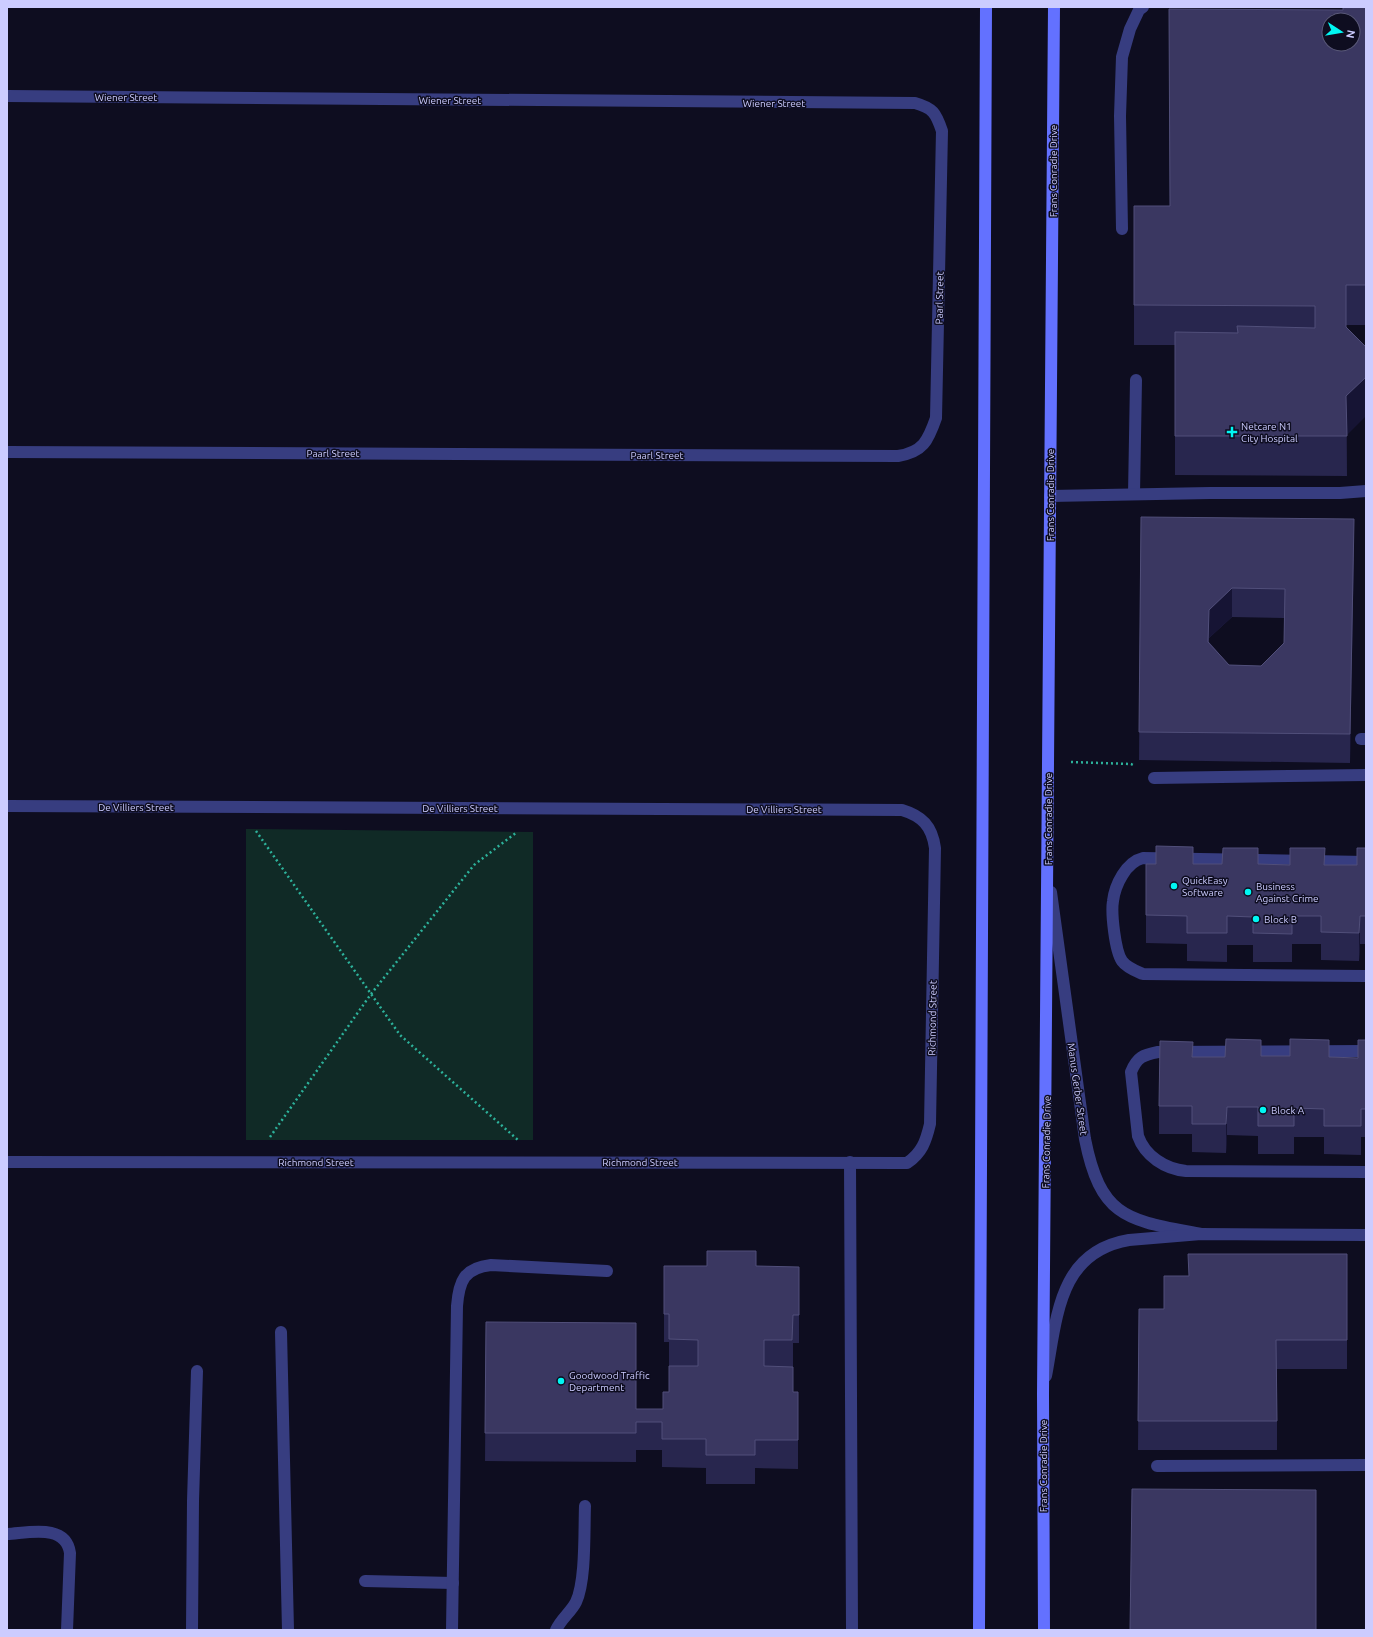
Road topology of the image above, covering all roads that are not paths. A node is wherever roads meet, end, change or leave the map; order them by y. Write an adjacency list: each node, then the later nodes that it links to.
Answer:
1 (986, 7): 41 (main road)
2 (1054, 7): 11 (main road, Frans Conradie Drive)
3 (1142, 7): 6 (street)
4 (7, 96): 5 (street, Wiener Street)
5 (894, 104): 8 (street, Paarl Street)
6 (1122, 229)
7 (1136, 380): 10 (street)
8 (7, 452)
9 (1366, 491): 10 (street)
10 (1134, 494): 11 (street)
11 (1050, 496): 17 (main road, Frans Conradie Drive)
12 (1366, 775): 13 (street)
13 (1154, 778)
14 (7, 806): 15 (street, De Villiers Street)
15 (913, 813): 21 (street, Richmond Street)
16 (1366, 862): 18 (street)
17 (1048, 872): 23 (street, Manus Gerber Street); 28 (main road, Frans Conradie Drive)
18 (1366, 976)
19 (1366, 1051): 22 (street)
20 (7, 1162): 21 (street, Richmond Street)
21 (850, 1162): 40 (street)
22 (1366, 1172)
23 (1201, 1234): 24 (street, Manus Gerber Street); 28 (street, Manus Gerber Street)
24 (1366, 1235)
25 (607, 1271): 34 (street)
26 (281, 1332): 37 (street)
27 (197, 1371): 36 (street)
28 (1043, 1394): 42 (main road, Frans Conradie Drive)
29 (1366, 1465): 30 (street)
30 (1157, 1466)
31 (584, 1506): 39 (street)
32 (7, 1534): 35 (street)
33 (364, 1580): 34 (street)
34 (453, 1583): 38 (street)
35 (67, 1630)
36 (192, 1630)
37 (288, 1630)
38 (452, 1630)
39 (556, 1630)
40 (852, 1630)
41 (980, 1630)
42 (1044, 1630)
+===+
DESCRIPTION OF THE TASK — From the material above, count the lines that include "Manus" and give only the total.

RESULT BELOW — 2